The records should be copied out again with no alteration.

### Raw data
+-------+
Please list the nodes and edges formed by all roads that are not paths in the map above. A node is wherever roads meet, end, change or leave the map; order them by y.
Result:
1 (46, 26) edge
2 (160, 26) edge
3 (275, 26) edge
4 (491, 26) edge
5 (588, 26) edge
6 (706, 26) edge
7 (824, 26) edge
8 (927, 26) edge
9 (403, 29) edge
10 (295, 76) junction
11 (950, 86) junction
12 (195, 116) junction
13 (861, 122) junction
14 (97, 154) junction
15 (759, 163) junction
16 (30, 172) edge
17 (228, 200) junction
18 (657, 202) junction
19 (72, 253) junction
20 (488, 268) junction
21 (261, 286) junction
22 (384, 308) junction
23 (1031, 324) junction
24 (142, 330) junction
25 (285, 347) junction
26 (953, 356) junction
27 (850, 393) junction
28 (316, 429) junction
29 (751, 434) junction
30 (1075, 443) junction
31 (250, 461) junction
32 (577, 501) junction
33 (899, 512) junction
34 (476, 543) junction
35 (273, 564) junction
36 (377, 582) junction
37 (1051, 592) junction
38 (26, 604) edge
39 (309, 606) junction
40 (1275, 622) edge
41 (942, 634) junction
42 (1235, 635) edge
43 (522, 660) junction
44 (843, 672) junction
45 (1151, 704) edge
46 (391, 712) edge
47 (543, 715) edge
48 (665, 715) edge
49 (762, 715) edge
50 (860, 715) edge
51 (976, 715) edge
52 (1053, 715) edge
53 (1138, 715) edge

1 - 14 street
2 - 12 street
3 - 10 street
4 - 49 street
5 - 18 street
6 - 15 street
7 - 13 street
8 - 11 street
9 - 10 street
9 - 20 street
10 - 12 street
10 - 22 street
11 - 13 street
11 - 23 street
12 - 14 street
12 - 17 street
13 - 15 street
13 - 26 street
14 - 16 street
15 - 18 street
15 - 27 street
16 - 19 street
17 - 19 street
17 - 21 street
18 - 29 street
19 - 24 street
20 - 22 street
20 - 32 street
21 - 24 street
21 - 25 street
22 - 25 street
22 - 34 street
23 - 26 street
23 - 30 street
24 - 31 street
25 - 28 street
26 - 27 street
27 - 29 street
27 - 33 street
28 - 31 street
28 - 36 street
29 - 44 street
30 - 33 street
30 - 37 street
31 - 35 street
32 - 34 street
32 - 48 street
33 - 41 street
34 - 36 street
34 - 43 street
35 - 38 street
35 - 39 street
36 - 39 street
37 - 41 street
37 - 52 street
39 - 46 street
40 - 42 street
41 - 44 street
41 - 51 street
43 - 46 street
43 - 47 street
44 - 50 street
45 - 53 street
+-------+
### Result below
Please list the nodes and edges formed by all roads that are not paths in the map above. A node is wherever roads meet, end, change or leave the map; order them by y.
Result:
1 (46, 26) edge
2 (160, 26) edge
3 (275, 26) edge
4 (491, 26) edge
5 (588, 26) edge
6 (706, 26) edge
7 (824, 26) edge
8 (927, 26) edge
9 (403, 29) edge
10 (295, 76) junction
11 (950, 86) junction
12 (195, 116) junction
13 (861, 122) junction
14 (97, 154) junction
15 (759, 163) junction
16 (30, 172) edge
17 (228, 200) junction
18 (657, 202) junction
19 (72, 253) junction
20 (488, 268) junction
21 (261, 286) junction
22 (384, 308) junction
23 (1031, 324) junction
24 (142, 330) junction
25 (285, 347) junction
26 (953, 356) junction
27 (850, 393) junction
28 (316, 429) junction
29 (751, 434) junction
30 (1075, 443) junction
31 (250, 461) junction
32 (577, 501) junction
33 (899, 512) junction
34 (476, 543) junction
35 (273, 564) junction
36 (377, 582) junction
37 (1051, 592) junction
38 (26, 604) edge
39 (309, 606) junction
40 (1275, 622) edge
41 (942, 634) junction
42 (1235, 635) edge
43 (522, 660) junction
44 (843, 672) junction
45 (1151, 704) edge
46 (391, 712) edge
47 (543, 715) edge
48 (665, 715) edge
49 (762, 715) edge
50 (860, 715) edge
51 (976, 715) edge
52 (1053, 715) edge
53 (1138, 715) edge

1 - 14 street
2 - 12 street
3 - 10 street
4 - 49 street
5 - 18 street
6 - 15 street
7 - 13 street
8 - 11 street
9 - 10 street
9 - 20 street
10 - 12 street
10 - 22 street
11 - 13 street
11 - 23 street
12 - 14 street
12 - 17 street
13 - 15 street
13 - 26 street
14 - 16 street
15 - 18 street
15 - 27 street
16 - 19 street
17 - 19 street
17 - 21 street
18 - 29 street
19 - 24 street
20 - 22 street
20 - 32 street
21 - 24 street
21 - 25 street
22 - 25 street
22 - 34 street
23 - 26 street
23 - 30 street
24 - 31 street
25 - 28 street
26 - 27 street
27 - 29 street
27 - 33 street
28 - 31 street
28 - 36 street
29 - 44 street
30 - 33 street
30 - 37 street
31 - 35 street
32 - 34 street
32 - 48 street
33 - 41 street
34 - 36 street
34 - 43 street
35 - 38 street
35 - 39 street
36 - 39 street
37 - 41 street
37 - 52 street
39 - 46 street
40 - 42 street
41 - 44 street
41 - 51 street
43 - 46 street
43 - 47 street
44 - 50 street
45 - 53 street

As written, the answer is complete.